Has repeal of DADT opened doors ... or 'Pandora's box'?

The birthplace of the American military’s Reserve Officers’ Training Corps, or ROTC, program is now the birthplace of first known “gay” pride events – such as a planned “condom Olympics” and “queer prom” – on a U.S. military campus.

Norwich University in Northfield, Vt., founded in 1819 as the first private military academy in the U.S., is in the middle of six days of events hosted by the university’s Lesbian, Gay, Bisexual, Transgender, Question, and Allies Club, or NULGBTQA.

According to a university press release, six days of events are scheduled, one day for each color of the LGBT community’s rainbow flag, with each color representing a LGBT issue or theme, such as red for AIDS awareness and green for allies of “gay” students.

The events will culminate with the “queer prom” on Saturday, March 31, where Army Chief Warrant Officer Charlie Morgan and Vermont Gov. Peter Shumlin will speak. Morgan publicly announced she was “gay” the day the military’s “Don’t Ask, Don’t Tell” policy was repealed.

“The purpose of this event is to express and demonstrate equality throughout the Norwich community, along with the public, in order to promote membership in the NULGBTQA and to educate the public on challenges and issues faced by members of the LGBT community,” said Joshua Fontanez, NULGBTQA club president and a senior member of the Norwich University Corps of Cadets. “Departments across campus and myriad members of the Norwich Community are coming together in order to help create Pride Week, free for all.”

Some members of Norwich’s Christian Fellowship have been uncomfortable with a “gay” student club, the Associated Press reports, but Carlos Pinkham, the Christian group’s faculty adviser, explained the two clubs have found ways to work together, including attending one another’s meetings.

“We make it clear to them that we use the Bible as our guide and that as a result we can’t condone the stuff they do,” Pinkham told the AP. “But the Bible is also equally clear, in fact, even more clear [that] being judgmental about the sin without extending love to the sinner is another form of sin.”

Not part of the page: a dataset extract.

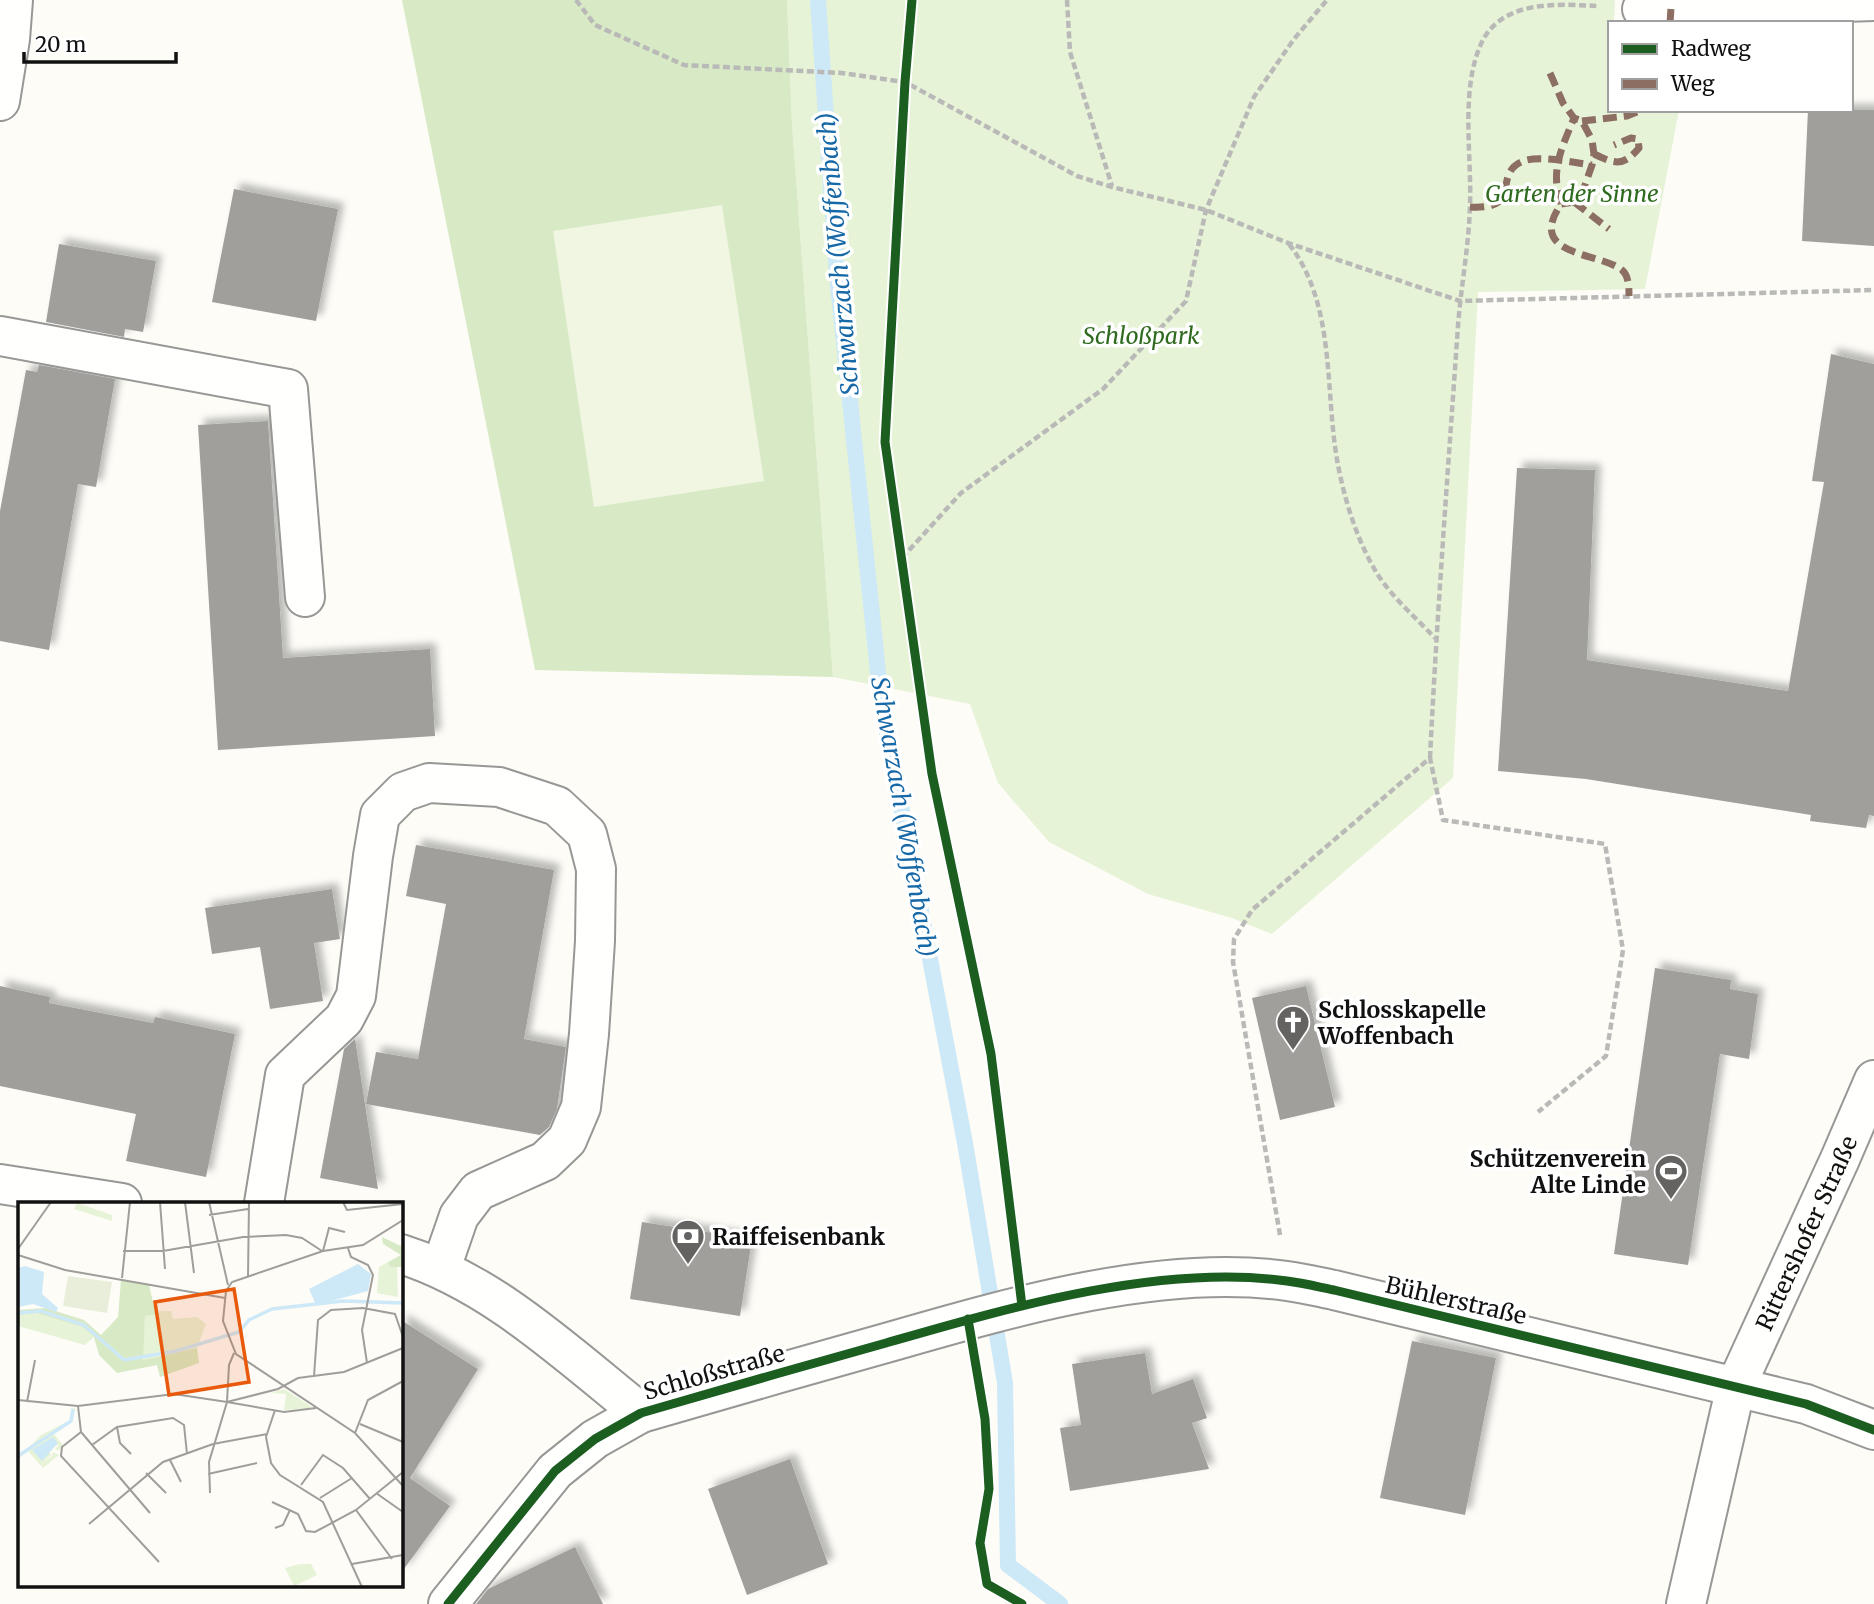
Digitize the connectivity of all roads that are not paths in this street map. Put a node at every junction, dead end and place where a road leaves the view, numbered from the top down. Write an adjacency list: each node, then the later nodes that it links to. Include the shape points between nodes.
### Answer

In fact, the Christian Fellowship is co-sponsoring a film called “Lord, Save Us from Your Followers” as part of Friday’s “gay pride” festivities.

Norwich Vice President Michael Kelley, a 1974 graduate who spent 27 years in the military before returning to academia, told the AP embracing an LGBT club on a military campus is just a consequence of changing times.

“It’s saying that we as a military community are looking to more to the future, that we’re not quibbling about the past, what was or what wasn’t,” he said, “that we can take a leadership role to help move our students to a more enlightened future.”

But amid the hot-button issue of homosexuality in the military, not everyone agrees these “changing times” are leading to a “more enlightened future.”

“When the Obama administration rammed through the repeal of ‘Don’t Ask, Don’t Tell,’ we knew these things were going to happen. We’re starting to see the fruits of that,” said Peter LaBarbera, president of Americans for Truth about Homosexuality. “We saw the photos of homosexual Marines kissing in front of other families, and [the repeal of DADT] really is a Pandora’s box.”

LaBarbera told WND it’s difficult to uphold the military’s tradition of respectability and honor when that honor is loosed from its moral moorings.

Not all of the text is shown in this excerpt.